The Research Paper 
 

The acquisition of research skills is an important component of any undergraduate education. The research paper is a common form of writing that aims to help students develop those research skills. In the end, however, research is only relevant within a context. Too often, the research paper fails to help students see this point as it privileges "unoriginal writing by providing students not only with maps through the conventional routes of academic research, but also a standardized concept of how academic research writing should look and sound" (Davis and Shadle 418).
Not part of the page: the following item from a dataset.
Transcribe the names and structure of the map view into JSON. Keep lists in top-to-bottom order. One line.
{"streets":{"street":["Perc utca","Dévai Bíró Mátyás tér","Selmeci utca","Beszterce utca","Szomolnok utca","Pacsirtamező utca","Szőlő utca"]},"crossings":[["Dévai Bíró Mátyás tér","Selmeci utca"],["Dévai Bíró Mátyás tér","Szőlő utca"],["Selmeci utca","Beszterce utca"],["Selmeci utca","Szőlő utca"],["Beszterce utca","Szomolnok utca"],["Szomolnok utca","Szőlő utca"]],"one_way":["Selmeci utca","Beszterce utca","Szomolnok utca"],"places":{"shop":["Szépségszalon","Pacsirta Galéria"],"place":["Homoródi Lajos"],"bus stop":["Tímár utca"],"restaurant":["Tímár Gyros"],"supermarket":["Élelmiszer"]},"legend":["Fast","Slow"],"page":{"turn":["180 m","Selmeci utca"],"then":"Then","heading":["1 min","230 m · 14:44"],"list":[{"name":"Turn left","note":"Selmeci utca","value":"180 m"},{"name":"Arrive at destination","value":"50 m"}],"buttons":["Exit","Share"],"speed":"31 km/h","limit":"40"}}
For Richard Larson, the standardization of the research paper results in a product that is too generic to capture the myriad ends for research writing and, as a result, is largely useless. "The so-called 'research paper,' as a generic, cross-disciplinary term, has no conceptual or substantive identity. If almost any paper is potentially a paper incorporating the fruits of research, the term 'research paper' has virtually no value as an identification of a kind of substance in a paper" (Larson 813).

If any written text that is the product of some research may fall under a heading of "research paper," then the term is too broad to have any real meaning. But the research paper does have some meaning. The current research paper is but a mere shadow of its progenitor, "the modernist research paper." According to Davis and Shadle, "At the advent of modern research writing, we find an egalitarian respect for the act of seeking, a desire to inscribe the passage into the unknown. Research writing was conceived in the modern era as a way of writing the making of knowledge" (Davis and Shadle 423).
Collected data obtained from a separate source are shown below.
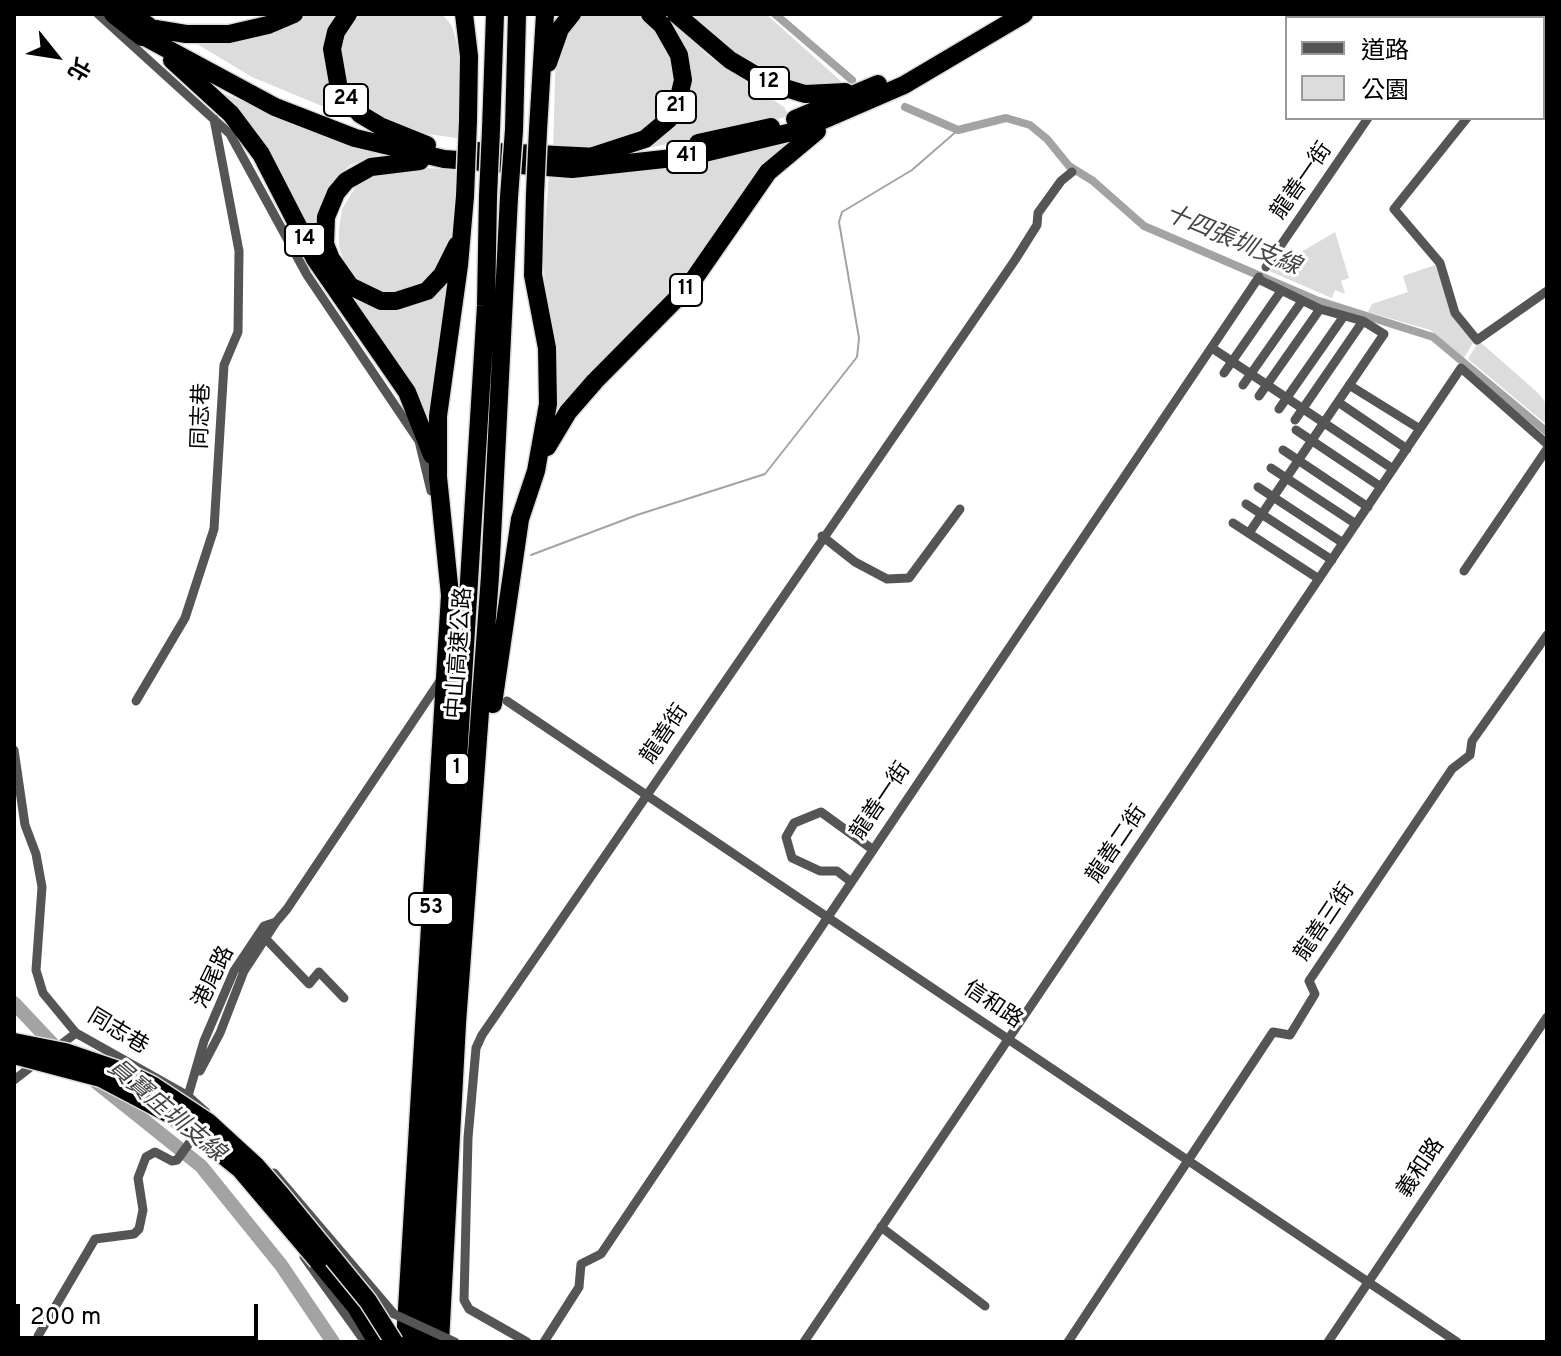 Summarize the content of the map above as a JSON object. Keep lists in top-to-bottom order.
{
  "streets": {
    "highway": [
      "12",
      "24",
      "21",
      "41",
      "14",
      "11",
      "中山高速公路",
      "1",
      "53"
    ],
    "street": [
      "龍善一街",
      "同志巷",
      "龍善街",
      "龍善二街",
      "龍善三街",
      "港尾路",
      "信和路",
      "義和路"
    ]
  },
  "crossings": [
    ["龍善一街", "信和路"],
    ["14", "53"],
    ["同志巷", "港尾路"],
    ["龍善街", "信和路"],
    ["龍善二街", "信和路"],
    ["龍善三街", "信和路"],
    ["信和路", "義和路"]
  ],
  "water": ["十四張圳支線", "員寶庄圳支線"],
  "legend": ["道路", "公園"],
  "scale_bar": "200 m",
  "north": "bottom right"
}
While this view of research writing weds research to the process of discovery and the articulation of ideas, the research paper in practice has become less about discovery than collection and assembly. "The research paper came to be chiefly a vehicle for training—not in the creation of knowledge, but in the recording of existing knowledge" (Davis and Shadle 424).

The conception of the research paper described by Davis and Shadle, while not so vacuous as Larson argues, bears little relation to the "research essay" as conceived in this hypertext. The development of the "modernist research paper" makes it much more of a research report or summary of a research interest.
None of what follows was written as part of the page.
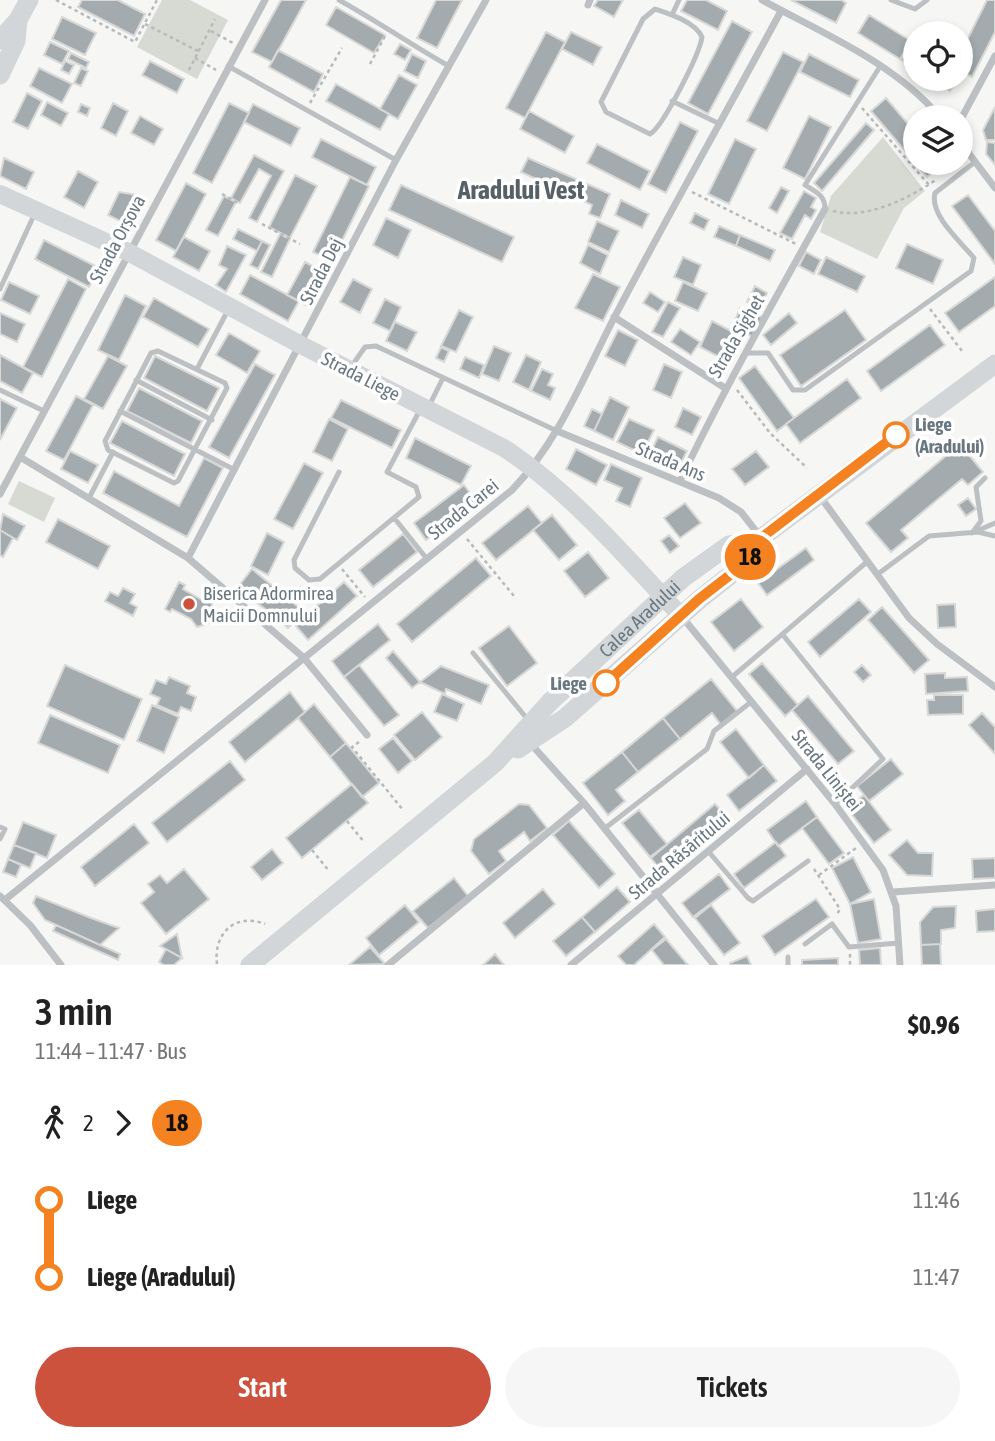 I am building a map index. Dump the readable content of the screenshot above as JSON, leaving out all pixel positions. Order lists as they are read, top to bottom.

In a research report, students conduct research, collect, organize and present information. If research writing is conceived in this extremely limited (and limiting) fashion, hypertext might be an easily adoptable presentation medium since it is well suited to the task of collecting information.

In a research essay, however, the author organizes and presents information as part of an an effort to develop and support a project, position or argument. And it is this effort to articulate a position or "line" (Kolb) that is complicated by hypertext.